Unjalur is a panchayat town situated in Erode district in the Indian state of Tamil Nadu. Unjalur is located about  from district headquarters Erode and  from Kodumudi, which is known for the Mahudeswarar, Veera Narayana Perumal and Brama Deva temple.

The town is located on the banks of the river Kaveri and connected by road and rail.

Demographics
According to the India population census 2011, Unjalur Town Panchayat has population of 2,482 with 1,235 males and 1,247 females.
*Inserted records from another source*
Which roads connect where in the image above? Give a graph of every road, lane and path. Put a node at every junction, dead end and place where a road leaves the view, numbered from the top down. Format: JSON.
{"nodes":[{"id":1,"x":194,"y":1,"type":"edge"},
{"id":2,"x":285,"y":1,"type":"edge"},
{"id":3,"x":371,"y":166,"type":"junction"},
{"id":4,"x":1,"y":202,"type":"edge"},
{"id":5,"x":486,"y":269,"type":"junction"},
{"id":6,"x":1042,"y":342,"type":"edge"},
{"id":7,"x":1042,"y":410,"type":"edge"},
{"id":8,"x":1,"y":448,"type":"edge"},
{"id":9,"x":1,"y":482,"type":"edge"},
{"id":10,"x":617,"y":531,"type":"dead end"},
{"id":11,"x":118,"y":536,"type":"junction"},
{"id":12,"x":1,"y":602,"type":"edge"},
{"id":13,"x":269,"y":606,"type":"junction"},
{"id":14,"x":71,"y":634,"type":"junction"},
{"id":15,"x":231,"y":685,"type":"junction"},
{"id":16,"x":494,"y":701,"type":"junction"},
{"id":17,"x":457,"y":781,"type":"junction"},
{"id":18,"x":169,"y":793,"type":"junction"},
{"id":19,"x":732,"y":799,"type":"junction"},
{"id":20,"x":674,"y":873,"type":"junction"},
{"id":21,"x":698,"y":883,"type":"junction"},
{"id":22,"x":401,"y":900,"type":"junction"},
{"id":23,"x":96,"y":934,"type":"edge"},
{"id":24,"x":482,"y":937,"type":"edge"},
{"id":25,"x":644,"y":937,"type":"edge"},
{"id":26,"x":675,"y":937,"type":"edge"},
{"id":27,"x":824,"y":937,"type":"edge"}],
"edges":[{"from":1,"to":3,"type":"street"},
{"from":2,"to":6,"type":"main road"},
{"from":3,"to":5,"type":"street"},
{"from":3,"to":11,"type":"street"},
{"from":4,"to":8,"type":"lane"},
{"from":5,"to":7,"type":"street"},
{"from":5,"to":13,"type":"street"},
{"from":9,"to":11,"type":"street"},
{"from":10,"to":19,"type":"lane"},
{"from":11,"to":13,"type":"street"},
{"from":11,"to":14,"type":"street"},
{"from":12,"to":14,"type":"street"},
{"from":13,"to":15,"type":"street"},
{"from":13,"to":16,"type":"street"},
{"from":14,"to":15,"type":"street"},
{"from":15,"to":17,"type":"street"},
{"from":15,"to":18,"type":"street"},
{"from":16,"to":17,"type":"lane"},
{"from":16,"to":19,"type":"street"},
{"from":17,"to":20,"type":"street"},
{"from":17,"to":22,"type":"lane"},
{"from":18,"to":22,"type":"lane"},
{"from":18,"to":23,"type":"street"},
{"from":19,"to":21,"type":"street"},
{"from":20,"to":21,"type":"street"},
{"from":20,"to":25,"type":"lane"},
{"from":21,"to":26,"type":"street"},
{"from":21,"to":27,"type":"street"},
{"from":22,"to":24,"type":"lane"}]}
Literacy rate of Unjalur city is 80.77% higher than state average of 80.09%. Female Sex Ratio is of 1010 against state average of 996. In Unjalur, Male literacy is around 90.37% while female literacy rate is 71.54%.

Economy
Agriculture is the mainstay with rice, sugarcane and turmeric being the major crops cultivated in the region.

Places of interest
Kaveri river banks

Unjalur is known for its proximity to the river Kaveri. Two river-banks provide picture-perfect settings for visitors. A canal for irrigation runs in parallel to the river Kaveri near Unjalur.

Schools 
 Government Higher Secondary School, Unjalur
 Priyadharshini Nursery and Primary School, Unjalur

Temples
Nagaeswara swamy temple

The Temple was constructed nearly 500 years ago by Pandiya kings dedicated to god Shiva. This temple is under the control of Tamil Nadu Hindu Religious and Charitable Endowments department.

Sellandi amman Kovil

Located near bank of river Kaveri.

Adhishtanam of Sri Seshadri Swamgal

A Sookshma-Samadhi of Sri Seshadri Swamigal of Tiruvannamalai also known as an 'Adishtanam' is located in Unjalur, pujas and abhishekams are performed on a daily basis. The Aradhanai of Sri Seshadri Swamigal is conducted here once a year, on a grand scale that lasts for a week in the Tamil month of Margazhi (Dec-Jan) by the Seshadri Swamigal Association, Coimbatore.

Raghavendra Matham

Place of worship dedicated to Sri Raghavendra Swami is located in agraharam of Unjalur also known as Brindhavanam. The Brindhavanam has sannidhi's  dedicated to god Shiva, Vishnu and Kartikeya. The Temple has a gigantic fig tree at its entrance.

Mariamman Temple

Temple dedicated to Mariamman, the 'Grama-Devatha' is the other temple located in the vicinity of the agraharam. A large statue of the presiding-deity Ellai Mariamman is located adjacent to the temple.

Transport

Unjalur is located on the Erode - Tiruchirappalli railway line. The Chennai Egmore - Mangaluru Central express halts at Unjalur regularly. Other passenger and fast-passenger trains stop at this station.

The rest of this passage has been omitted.